Today, my uncle, Mark, is having a gamma knife procedure on fifteen cancerous lesions on his brain. Again. He underwent the procedure, which involves having a helmet literally screwed into his skull while laying wide awake and motionless for four to seven hours as the surgeons zap away at his brain, just before Christmas also. He has endured two knee replacements, lifetime doses of chemo and radiation, a steel rod inserted into his leg to strengthen a broken hip, jaw surgery, pneumonia, and, oh, a stroke, over the course of the past four years after discovering he had lung cancer. He's fifty-four. And he's a little put out over it all. You might even call him cranky. He'd be REALLY ticked if he knew I was writing about him.
I can't help myself. He's always been special to me. He started (and maintained, much to my mother's chagrin) my first record collection, consisting of REO Speedwagon, Kiss, Donna Summers, and Sgt. Pepper's Lonely Heart Club Band. He brought me a trophy when I won my first accordian contest that said, "Anything boys can do, girls can do better."
He always smelled good.
I thought he and his friends were the lost tribe of Fonzi's crew, or at least the seventies version of the Outsiders. They were cool, tough, and always ready to give my uncle's little niece a push on the swing in the apple tree.
I can not remember a dinner at my grandma's (and there were LOTS) where his... tempestous energy wasn't used to mash a giant pot of potatoes, where he didn't bump his head on the low ceiling on his way to the table, where he didn't finish off a gallon of milk (left sitting out on the floor by his chair), where he didn't pick a fight with my Uncle Norm, where he didn't kiss my grandma and tell her thanks for dinner when he finished.
He would tell anyone off in a heartbeat, if they deserved it, if he mistakenly thought they did, if he was just in a foul mood and THOUGHT they SHOULD deserve it... He would, all choked up, apologize from the bottom of his flip-flopped feet later, but only if they truly deserved it.
His grin is infectuos.

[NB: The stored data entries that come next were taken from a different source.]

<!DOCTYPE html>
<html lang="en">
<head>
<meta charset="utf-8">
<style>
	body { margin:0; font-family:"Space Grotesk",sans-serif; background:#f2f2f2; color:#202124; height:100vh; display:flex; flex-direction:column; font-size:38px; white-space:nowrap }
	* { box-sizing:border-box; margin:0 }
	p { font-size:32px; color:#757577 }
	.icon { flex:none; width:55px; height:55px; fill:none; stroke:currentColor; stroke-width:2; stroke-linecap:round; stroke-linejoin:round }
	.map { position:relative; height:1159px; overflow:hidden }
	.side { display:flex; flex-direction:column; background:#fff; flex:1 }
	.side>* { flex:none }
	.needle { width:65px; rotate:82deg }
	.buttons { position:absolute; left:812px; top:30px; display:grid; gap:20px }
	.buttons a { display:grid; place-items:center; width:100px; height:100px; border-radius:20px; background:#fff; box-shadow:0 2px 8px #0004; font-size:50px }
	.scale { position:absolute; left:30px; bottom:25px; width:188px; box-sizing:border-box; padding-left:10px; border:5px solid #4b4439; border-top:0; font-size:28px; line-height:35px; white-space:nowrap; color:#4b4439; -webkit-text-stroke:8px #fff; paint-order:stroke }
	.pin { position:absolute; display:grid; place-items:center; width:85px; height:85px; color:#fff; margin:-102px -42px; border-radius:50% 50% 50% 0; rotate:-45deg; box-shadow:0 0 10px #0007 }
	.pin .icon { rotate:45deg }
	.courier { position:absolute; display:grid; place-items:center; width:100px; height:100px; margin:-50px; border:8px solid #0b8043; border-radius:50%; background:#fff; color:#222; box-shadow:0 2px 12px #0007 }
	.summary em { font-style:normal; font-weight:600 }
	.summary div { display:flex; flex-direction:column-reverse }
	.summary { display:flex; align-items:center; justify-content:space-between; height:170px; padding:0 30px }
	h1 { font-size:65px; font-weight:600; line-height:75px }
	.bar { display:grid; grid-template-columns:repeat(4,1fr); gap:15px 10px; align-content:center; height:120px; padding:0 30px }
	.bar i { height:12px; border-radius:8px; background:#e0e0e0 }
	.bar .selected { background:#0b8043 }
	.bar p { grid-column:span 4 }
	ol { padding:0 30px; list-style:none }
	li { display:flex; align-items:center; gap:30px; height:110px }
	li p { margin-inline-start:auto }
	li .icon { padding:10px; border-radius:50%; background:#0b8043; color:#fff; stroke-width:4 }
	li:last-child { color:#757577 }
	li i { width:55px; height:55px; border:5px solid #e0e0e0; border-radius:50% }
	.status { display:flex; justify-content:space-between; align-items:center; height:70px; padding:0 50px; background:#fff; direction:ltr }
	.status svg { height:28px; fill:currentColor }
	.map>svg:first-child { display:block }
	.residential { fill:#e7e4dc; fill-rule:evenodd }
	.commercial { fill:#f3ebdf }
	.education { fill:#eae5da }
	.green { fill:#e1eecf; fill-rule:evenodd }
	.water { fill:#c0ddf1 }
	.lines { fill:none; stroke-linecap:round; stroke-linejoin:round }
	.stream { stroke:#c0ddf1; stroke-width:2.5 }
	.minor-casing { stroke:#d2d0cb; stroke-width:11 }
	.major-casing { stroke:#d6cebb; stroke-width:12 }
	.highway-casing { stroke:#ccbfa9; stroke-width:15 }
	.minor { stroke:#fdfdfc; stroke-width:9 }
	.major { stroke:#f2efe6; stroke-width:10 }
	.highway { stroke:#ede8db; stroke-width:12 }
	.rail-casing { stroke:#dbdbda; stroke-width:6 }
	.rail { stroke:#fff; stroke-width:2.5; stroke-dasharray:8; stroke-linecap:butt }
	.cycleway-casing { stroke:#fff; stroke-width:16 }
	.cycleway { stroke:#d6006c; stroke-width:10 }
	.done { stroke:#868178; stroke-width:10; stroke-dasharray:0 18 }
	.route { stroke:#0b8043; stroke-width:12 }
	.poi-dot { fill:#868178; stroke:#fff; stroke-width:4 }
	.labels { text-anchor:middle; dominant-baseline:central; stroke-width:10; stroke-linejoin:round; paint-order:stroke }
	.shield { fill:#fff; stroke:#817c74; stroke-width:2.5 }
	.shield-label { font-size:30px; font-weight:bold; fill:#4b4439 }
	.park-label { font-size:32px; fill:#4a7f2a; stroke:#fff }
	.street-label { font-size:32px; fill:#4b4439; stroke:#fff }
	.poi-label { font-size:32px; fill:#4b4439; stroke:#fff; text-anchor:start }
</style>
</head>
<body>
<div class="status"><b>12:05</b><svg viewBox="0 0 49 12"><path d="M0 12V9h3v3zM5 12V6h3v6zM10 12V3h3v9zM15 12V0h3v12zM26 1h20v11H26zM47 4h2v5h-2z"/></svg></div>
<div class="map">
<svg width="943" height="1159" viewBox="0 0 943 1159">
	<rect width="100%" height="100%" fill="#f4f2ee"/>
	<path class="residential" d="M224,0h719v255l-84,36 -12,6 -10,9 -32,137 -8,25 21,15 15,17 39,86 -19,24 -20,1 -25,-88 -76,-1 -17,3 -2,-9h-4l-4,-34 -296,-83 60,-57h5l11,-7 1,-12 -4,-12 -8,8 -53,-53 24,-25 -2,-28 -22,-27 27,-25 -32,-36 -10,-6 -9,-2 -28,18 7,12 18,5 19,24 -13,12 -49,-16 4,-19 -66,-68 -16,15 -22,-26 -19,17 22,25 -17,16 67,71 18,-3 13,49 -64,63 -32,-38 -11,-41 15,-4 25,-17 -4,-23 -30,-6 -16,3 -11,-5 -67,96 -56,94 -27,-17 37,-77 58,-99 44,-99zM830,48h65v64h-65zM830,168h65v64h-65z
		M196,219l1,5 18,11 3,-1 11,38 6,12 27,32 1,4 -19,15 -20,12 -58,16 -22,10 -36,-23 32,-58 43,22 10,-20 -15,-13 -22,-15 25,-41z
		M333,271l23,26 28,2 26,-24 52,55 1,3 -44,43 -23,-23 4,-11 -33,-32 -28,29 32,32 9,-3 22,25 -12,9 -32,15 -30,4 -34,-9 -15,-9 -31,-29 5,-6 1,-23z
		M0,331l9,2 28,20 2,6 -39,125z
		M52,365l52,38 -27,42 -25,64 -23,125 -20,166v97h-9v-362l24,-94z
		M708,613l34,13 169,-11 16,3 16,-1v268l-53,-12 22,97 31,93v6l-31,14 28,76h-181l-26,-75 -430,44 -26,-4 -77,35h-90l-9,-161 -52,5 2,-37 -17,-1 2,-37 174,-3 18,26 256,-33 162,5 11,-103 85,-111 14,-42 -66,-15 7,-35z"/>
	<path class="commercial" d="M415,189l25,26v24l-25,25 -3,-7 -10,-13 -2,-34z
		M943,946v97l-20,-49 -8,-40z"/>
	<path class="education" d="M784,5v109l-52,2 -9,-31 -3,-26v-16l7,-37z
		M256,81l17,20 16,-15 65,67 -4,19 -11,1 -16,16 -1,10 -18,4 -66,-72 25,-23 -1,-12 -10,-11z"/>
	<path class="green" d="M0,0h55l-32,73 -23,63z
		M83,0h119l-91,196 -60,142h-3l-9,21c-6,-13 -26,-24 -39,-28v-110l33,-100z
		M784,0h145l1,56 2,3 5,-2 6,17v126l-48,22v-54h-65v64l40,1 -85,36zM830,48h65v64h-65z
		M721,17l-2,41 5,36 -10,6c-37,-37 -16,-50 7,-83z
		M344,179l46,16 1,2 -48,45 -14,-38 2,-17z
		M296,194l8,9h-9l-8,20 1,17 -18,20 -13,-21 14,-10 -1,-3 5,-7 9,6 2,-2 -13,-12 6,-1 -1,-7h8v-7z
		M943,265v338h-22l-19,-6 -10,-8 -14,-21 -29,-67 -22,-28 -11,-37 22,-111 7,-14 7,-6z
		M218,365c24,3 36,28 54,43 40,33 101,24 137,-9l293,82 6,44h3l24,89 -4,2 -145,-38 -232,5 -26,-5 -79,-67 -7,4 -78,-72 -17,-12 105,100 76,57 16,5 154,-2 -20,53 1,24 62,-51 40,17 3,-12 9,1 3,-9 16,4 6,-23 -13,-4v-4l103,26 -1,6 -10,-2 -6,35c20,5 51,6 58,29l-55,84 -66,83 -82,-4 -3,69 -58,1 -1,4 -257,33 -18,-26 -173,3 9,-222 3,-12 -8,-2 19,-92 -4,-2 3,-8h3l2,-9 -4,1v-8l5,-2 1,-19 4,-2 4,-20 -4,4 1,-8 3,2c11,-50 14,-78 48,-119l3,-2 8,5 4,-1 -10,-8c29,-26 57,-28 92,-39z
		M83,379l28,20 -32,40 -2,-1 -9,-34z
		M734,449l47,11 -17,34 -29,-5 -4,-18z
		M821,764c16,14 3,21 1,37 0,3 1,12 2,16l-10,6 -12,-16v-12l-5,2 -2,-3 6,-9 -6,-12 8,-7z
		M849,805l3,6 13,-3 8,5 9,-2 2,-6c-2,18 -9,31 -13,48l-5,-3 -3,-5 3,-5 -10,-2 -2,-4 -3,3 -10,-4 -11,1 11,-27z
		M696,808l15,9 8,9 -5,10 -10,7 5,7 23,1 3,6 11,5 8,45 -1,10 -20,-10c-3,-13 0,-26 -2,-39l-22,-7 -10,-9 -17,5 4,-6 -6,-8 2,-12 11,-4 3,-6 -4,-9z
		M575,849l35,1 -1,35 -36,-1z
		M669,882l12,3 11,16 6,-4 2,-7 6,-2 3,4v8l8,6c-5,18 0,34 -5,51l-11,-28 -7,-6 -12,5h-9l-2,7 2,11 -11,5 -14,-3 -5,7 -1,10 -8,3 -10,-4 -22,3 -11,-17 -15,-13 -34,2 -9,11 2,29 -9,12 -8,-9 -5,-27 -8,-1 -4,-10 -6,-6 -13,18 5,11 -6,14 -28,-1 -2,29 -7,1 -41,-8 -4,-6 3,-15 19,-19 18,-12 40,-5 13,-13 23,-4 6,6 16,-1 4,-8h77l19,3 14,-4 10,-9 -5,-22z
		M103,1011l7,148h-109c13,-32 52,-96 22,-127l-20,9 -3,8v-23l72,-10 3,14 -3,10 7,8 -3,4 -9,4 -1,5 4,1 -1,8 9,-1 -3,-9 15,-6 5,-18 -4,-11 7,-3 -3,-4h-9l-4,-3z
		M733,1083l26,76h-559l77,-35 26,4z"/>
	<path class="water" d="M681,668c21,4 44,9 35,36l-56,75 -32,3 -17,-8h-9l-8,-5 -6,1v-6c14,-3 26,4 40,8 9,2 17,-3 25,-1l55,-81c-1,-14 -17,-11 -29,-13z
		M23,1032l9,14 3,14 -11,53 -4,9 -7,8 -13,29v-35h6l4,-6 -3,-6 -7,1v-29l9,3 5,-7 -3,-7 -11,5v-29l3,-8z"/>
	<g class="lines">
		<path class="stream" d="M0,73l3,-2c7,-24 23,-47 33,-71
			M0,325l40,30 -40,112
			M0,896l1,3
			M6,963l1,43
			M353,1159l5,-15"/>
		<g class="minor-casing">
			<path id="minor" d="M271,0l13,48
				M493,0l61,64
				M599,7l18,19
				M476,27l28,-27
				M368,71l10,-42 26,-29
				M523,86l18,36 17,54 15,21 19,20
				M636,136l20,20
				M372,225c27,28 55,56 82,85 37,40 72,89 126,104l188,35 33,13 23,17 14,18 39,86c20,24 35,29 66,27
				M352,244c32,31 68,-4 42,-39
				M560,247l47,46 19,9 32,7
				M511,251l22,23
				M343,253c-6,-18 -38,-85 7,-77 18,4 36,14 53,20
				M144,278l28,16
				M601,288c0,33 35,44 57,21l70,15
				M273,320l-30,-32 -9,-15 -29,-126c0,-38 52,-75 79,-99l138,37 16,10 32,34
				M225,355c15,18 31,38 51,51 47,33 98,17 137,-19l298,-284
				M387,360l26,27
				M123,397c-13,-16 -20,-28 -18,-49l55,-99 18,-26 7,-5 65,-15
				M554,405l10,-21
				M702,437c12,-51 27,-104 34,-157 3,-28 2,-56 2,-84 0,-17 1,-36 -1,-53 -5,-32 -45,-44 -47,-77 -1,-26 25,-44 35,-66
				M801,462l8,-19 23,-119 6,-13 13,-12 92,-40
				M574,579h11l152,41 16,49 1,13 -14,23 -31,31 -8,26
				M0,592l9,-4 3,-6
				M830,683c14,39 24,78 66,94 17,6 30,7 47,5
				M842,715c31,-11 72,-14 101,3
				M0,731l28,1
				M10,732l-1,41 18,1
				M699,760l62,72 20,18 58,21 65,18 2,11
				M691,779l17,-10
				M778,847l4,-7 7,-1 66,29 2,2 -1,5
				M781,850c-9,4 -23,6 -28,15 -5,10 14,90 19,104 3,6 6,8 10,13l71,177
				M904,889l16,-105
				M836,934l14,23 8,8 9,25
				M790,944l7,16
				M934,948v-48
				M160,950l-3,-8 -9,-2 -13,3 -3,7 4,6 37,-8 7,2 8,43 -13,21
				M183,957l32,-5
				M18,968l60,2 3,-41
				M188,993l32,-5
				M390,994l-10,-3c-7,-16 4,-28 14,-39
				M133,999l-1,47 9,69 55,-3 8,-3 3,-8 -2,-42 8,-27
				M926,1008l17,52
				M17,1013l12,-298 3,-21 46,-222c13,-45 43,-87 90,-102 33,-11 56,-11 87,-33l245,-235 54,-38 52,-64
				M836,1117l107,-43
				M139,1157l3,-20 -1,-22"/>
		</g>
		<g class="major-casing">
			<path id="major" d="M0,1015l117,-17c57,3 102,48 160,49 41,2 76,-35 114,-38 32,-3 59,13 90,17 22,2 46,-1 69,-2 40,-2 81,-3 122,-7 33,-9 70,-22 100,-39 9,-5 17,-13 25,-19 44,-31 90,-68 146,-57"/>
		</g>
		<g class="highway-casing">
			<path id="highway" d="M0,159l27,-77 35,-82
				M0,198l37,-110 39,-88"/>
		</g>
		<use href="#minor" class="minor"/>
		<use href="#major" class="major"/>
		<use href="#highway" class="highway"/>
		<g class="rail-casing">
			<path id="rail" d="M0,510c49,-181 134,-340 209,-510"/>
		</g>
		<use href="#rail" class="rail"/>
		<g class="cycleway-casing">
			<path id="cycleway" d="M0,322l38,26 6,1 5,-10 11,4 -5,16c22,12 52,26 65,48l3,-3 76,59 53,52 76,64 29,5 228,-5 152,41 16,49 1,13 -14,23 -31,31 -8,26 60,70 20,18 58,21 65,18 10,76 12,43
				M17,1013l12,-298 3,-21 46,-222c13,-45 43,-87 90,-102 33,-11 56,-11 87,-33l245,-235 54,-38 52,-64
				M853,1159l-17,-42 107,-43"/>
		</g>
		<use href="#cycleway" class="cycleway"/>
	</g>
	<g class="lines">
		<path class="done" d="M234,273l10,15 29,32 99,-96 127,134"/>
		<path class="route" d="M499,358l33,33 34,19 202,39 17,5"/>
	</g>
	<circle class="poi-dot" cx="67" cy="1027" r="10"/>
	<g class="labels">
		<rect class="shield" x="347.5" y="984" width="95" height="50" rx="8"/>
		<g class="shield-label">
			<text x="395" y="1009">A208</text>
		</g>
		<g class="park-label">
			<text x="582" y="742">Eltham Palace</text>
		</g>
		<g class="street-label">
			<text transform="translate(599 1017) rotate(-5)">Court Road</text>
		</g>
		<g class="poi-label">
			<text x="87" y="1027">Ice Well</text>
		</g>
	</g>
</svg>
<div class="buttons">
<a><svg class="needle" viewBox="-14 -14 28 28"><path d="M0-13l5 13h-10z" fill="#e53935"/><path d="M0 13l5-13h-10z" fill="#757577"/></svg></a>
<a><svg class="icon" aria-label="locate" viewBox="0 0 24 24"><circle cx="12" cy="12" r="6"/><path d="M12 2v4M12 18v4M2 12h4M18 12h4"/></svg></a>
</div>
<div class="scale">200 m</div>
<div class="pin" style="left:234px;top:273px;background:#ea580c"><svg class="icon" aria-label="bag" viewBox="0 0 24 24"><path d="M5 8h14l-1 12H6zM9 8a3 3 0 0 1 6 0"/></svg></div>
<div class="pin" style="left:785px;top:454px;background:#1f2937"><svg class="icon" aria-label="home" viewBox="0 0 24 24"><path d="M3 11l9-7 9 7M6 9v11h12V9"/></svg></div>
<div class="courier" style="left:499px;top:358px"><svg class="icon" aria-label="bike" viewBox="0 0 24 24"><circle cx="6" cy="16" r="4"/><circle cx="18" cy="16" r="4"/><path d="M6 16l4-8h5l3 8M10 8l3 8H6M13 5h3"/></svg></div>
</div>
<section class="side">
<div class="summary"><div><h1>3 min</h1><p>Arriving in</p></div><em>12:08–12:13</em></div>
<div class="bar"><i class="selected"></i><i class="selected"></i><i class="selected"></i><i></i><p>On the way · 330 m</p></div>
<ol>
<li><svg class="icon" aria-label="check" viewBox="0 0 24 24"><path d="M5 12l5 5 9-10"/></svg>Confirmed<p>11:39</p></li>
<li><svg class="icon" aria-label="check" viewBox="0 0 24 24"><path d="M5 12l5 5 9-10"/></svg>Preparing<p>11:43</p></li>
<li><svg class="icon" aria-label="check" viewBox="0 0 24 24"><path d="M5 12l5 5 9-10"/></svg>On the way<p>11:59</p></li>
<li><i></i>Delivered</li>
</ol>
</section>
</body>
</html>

White teeth and neatly trimmed mustache in place for as long as I can remember. His moustache is white now too, although the rest of his hair is gone. He is still smiling.
And, did I mention, cranky?
But you want to know a secret? Sometimes, when the heart is breaking, and the will is tired, and the strength is just about all used up, all you can do is stick out your chin, and wrinkle your nose, and blast some dumb cancerous thing to pieces. And not everyone will understand, and probably no one will give you a trophy, and you just might not be as grown up acting as somebody might think you should be, but you just, you just might make it because of that.
A picture message came through on my cell phone as I was writing this post. It's Uncle Mark, fitted in his Darth Vaderish gamma knife bug zapper cap. Guess what? He's smiling. I think I see him sticking out his chin.

1 comment:

Betsy Snyder said...

That is beautifully written, Alissa. You are lucky to have each other. Your family is in my thoughts and I wish for the best. Hugs.